- **WORK TASK**
Only the pictures are to be left out; set down the rest of the records exactly.

- **RECORDS**
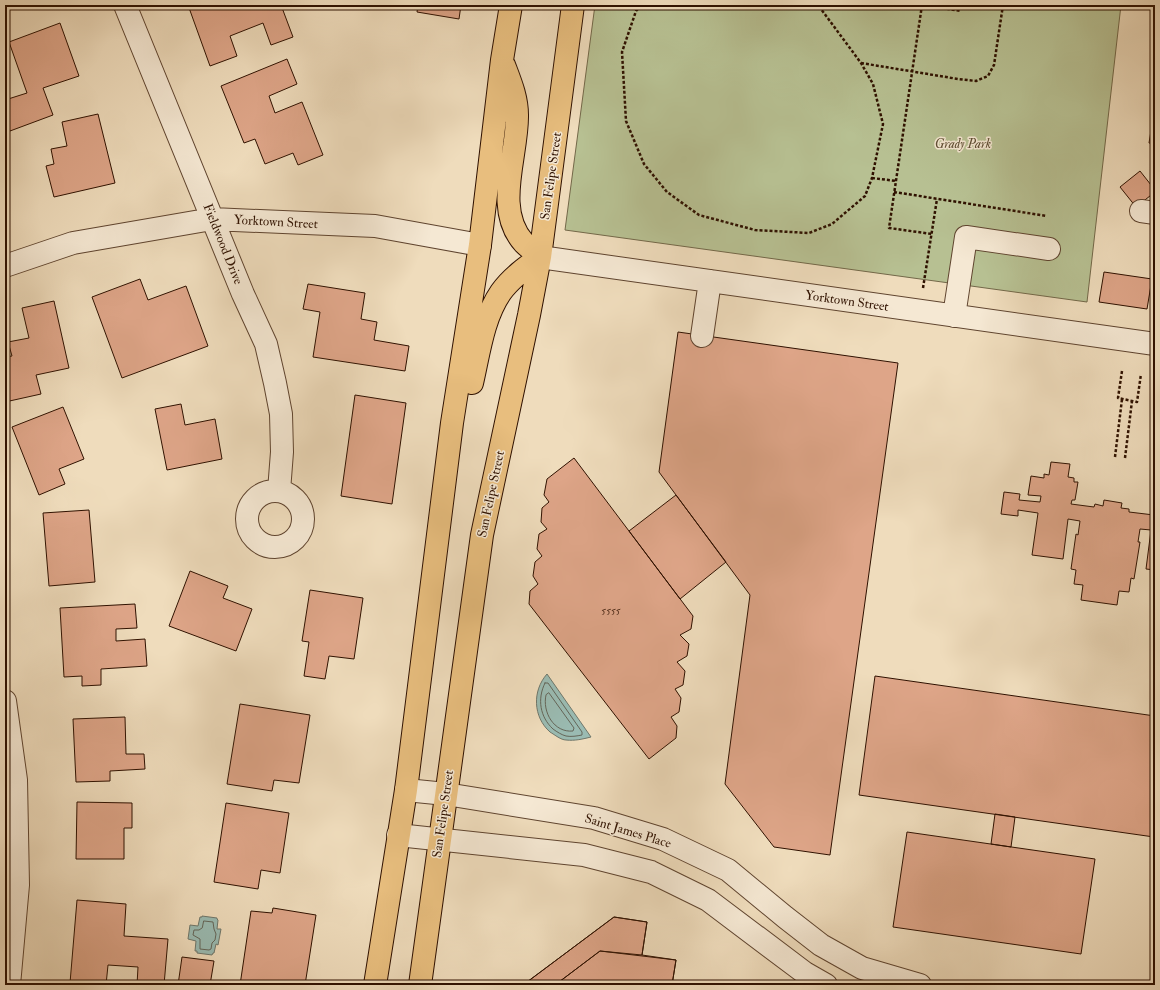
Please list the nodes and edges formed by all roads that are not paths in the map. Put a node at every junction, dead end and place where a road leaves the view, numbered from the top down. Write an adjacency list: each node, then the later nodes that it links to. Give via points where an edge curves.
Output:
1 (125, 5): 5 (street, Fieldwood Drive)
2 (511, 5): 4 (main road)
3 (573, 5): 8 (main road, San Felipe Street)
4 (502, 60): 6 (main road); 8 (main road, via 515,97 517,115 508,194 509,211 523,242)
5 (212, 219): 6 (street, Yorktown Street, via 375,226); 9 (street, Yorktown Street, via 73,243); 15 (street, Fieldwood Drive, via 266,344 281,414)
6 (480, 245): 14 (main road)
7 (1049, 249): 11 (street, via 966,237)
8 (540, 257): 10 (street, Yorktown Street); 14 (main road, via 520,272 501,292 484,332 472,383); 18 (main road, San Felipe Street, via 482,536)
9 (5, 266)
10 (710, 281): 11 (street, Yorktown Street); 12 (street)
11 (954, 316): 13 (street, Yorktown Street)
12 (702, 336)
13 (1155, 344)
14 (452, 423): 17 (main road)
15 (279, 491)
16 (5, 701): 23 (street, via 16,780 18,885)
17 (406, 790): 18 (street, Saint James Place); 19 (main road)
18 (446, 794): 20 (main road, San Felipe Street); 21 (street, Saint James Place, via 594,818 663,839 728,870)
19 (398, 835): 20 (street); 24 (main road)
20 (440, 840): 22 (street, via 584,855 651,872 708,900); 25 (main road, San Felipe Street)
21 (821, 945): 22 (street); 27 (street, Saint James Place, via 862,968)
22 (802, 979): 26 (street)
23 (9, 985)
24 (375, 985)
25 (420, 985)
26 (826, 985)
27 (920, 985)

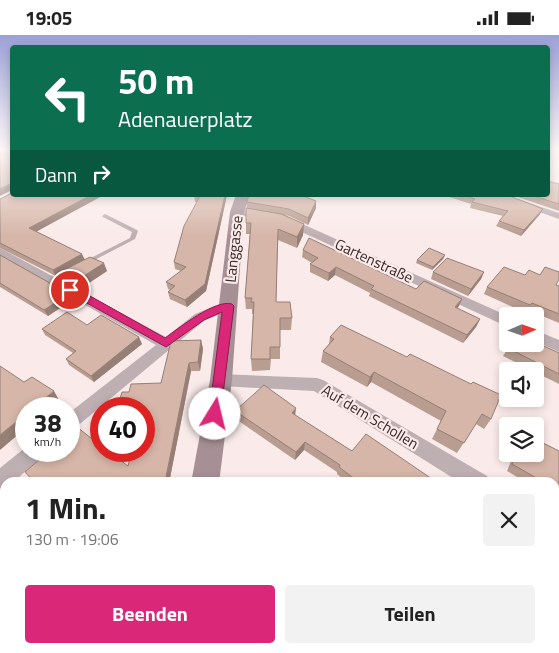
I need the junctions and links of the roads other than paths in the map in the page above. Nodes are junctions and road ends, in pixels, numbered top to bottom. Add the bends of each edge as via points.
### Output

- **EXERCISE SOLUTION**
Please list the nodes and edges formed by all roads that are not paths in the map. Put a node at every junction, dead end and place where a road leaves the view, numbered from the top down. Write an adjacency list: each node, then the later nodes that it links to. Give via points where an edge curves.
Output:
1 (125, 5): 5 (street, Fieldwood Drive)
2 (511, 5): 4 (main road)
3 (573, 5): 8 (main road, San Felipe Street)
4 (502, 60): 6 (main road); 8 (main road, via 515,97 517,115 508,194 509,211 523,242)
5 (212, 219): 6 (street, Yorktown Street, via 375,226); 9 (street, Yorktown Street, via 73,243); 15 (street, Fieldwood Drive, via 266,344 281,414)
6 (480, 245): 14 (main road)
7 (1049, 249): 11 (street, via 966,237)
8 (540, 257): 10 (street, Yorktown Street); 14 (main road, via 520,272 501,292 484,332 472,383); 18 (main road, San Felipe Street, via 482,536)
9 (5, 266)
10 (710, 281): 11 (street, Yorktown Street); 12 (street)
11 (954, 316): 13 (street, Yorktown Street)
12 (702, 336)
13 (1155, 344)
14 (452, 423): 17 (main road)
15 (279, 491)
16 (5, 701): 23 (street, via 16,780 18,885)
17 (406, 790): 18 (street, Saint James Place); 19 (main road)
18 (446, 794): 20 (main road, San Felipe Street); 21 (street, Saint James Place, via 594,818 663,839 728,870)
19 (398, 835): 20 (street); 24 (main road)
20 (440, 840): 22 (street, via 584,855 651,872 708,900); 25 (main road, San Felipe Street)
21 (821, 945): 22 (street); 27 (street, Saint James Place, via 862,968)
22 (802, 979): 26 (street)
23 (9, 985)
24 (375, 985)
25 (420, 985)
26 (826, 985)
27 (920, 985)

I need the junctions and links of the roads other than paths in the map in the page above. Nodes are junctions and road ends, in pixels, numbered top to bottom. Add the bends of each edge as via points.
### Output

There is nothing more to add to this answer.